_WHAT IS BEING ASKED_
Print the full listing below exactly, keeping every character as it stands.

----

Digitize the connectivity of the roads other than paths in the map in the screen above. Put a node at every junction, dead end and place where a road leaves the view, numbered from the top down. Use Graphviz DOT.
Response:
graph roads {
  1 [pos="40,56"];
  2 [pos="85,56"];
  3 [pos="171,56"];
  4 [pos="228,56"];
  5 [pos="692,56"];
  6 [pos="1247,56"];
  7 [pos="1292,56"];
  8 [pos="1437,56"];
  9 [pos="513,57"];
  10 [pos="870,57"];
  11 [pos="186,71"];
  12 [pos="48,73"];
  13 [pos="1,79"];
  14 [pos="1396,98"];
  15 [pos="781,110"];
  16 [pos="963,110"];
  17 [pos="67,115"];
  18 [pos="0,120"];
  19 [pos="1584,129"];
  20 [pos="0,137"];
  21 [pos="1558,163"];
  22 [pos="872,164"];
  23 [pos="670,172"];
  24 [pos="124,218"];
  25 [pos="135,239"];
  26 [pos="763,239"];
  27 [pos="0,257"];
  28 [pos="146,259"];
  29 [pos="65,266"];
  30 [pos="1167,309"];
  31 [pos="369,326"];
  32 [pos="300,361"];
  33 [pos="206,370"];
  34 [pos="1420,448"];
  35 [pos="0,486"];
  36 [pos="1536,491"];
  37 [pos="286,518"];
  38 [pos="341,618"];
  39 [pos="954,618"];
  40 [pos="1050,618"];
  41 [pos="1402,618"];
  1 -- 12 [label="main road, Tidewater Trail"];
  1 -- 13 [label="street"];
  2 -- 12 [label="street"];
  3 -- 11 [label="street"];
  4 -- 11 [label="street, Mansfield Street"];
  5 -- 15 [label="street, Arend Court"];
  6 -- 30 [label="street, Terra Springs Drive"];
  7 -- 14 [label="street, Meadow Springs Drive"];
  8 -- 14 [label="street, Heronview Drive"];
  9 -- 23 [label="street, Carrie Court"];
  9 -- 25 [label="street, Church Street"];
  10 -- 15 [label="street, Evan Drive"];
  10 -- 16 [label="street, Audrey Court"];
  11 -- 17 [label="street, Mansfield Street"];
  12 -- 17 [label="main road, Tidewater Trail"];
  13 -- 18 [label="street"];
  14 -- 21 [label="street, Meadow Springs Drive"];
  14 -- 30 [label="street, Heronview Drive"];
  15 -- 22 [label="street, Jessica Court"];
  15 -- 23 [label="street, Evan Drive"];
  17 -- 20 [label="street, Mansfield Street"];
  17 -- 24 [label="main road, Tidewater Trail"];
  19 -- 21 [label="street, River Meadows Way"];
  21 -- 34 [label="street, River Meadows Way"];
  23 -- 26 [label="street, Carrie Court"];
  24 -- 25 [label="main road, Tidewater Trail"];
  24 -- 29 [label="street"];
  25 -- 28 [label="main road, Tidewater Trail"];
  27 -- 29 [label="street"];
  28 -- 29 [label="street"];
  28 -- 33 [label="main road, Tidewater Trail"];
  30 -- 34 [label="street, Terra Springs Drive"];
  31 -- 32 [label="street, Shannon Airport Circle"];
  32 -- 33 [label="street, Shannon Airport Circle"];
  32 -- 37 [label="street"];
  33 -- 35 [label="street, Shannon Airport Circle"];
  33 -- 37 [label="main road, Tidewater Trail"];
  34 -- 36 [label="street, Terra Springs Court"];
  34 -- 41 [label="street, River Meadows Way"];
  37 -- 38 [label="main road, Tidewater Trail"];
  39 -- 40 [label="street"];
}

----

_RESPONSE TO THIS EXERCISE_
Digitize the connectivity of the roads other than paths in the map in the screen above. Put a node at every junction, dead end and place where a road leaves the view, numbered from the top down. Use Graphviz DOT.
Response:
graph roads {
  1 [pos="40,56"];
  2 [pos="85,56"];
  3 [pos="171,56"];
  4 [pos="228,56"];
  5 [pos="692,56"];
  6 [pos="1247,56"];
  7 [pos="1292,56"];
  8 [pos="1437,56"];
  9 [pos="513,57"];
  10 [pos="870,57"];
  11 [pos="186,71"];
  12 [pos="48,73"];
  13 [pos="1,79"];
  14 [pos="1396,98"];
  15 [pos="781,110"];
  16 [pos="963,110"];
  17 [pos="67,115"];
  18 [pos="0,120"];
  19 [pos="1584,129"];
  20 [pos="0,137"];
  21 [pos="1558,163"];
  22 [pos="872,164"];
  23 [pos="670,172"];
  24 [pos="124,218"];
  25 [pos="135,239"];
  26 [pos="763,239"];
  27 [pos="0,257"];
  28 [pos="146,259"];
  29 [pos="65,266"];
  30 [pos="1167,309"];
  31 [pos="369,326"];
  32 [pos="300,361"];
  33 [pos="206,370"];
  34 [pos="1420,448"];
  35 [pos="0,486"];
  36 [pos="1536,491"];
  37 [pos="286,518"];
  38 [pos="341,618"];
  39 [pos="954,618"];
  40 [pos="1050,618"];
  41 [pos="1402,618"];
  1 -- 12 [label="main road, Tidewater Trail"];
  1 -- 13 [label="street"];
  2 -- 12 [label="street"];
  3 -- 11 [label="street"];
  4 -- 11 [label="street, Mansfield Street"];
  5 -- 15 [label="street, Arend Court"];
  6 -- 30 [label="street, Terra Springs Drive"];
  7 -- 14 [label="street, Meadow Springs Drive"];
  8 -- 14 [label="street, Heronview Drive"];
  9 -- 23 [label="street, Carrie Court"];
  9 -- 25 [label="street, Church Street"];
  10 -- 15 [label="street, Evan Drive"];
  10 -- 16 [label="street, Audrey Court"];
  11 -- 17 [label="street, Mansfield Street"];
  12 -- 17 [label="main road, Tidewater Trail"];
  13 -- 18 [label="street"];
  14 -- 21 [label="street, Meadow Springs Drive"];
  14 -- 30 [label="street, Heronview Drive"];
  15 -- 22 [label="street, Jessica Court"];
  15 -- 23 [label="street, Evan Drive"];
  17 -- 20 [label="street, Mansfield Street"];
  17 -- 24 [label="main road, Tidewater Trail"];
  19 -- 21 [label="street, River Meadows Way"];
  21 -- 34 [label="street, River Meadows Way"];
  23 -- 26 [label="street, Carrie Court"];
  24 -- 25 [label="main road, Tidewater Trail"];
  24 -- 29 [label="street"];
  25 -- 28 [label="main road, Tidewater Trail"];
  27 -- 29 [label="street"];
  28 -- 29 [label="street"];
  28 -- 33 [label="main road, Tidewater Trail"];
  30 -- 34 [label="street, Terra Springs Drive"];
  31 -- 32 [label="street, Shannon Airport Circle"];
  32 -- 33 [label="street, Shannon Airport Circle"];
  32 -- 37 [label="street"];
  33 -- 35 [label="street, Shannon Airport Circle"];
  33 -- 37 [label="main road, Tidewater Trail"];
  34 -- 36 [label="street, Terra Springs Court"];
  34 -- 41 [label="street, River Meadows Way"];
  37 -- 38 [label="main road, Tidewater Trail"];
  39 -- 40 [label="street"];
}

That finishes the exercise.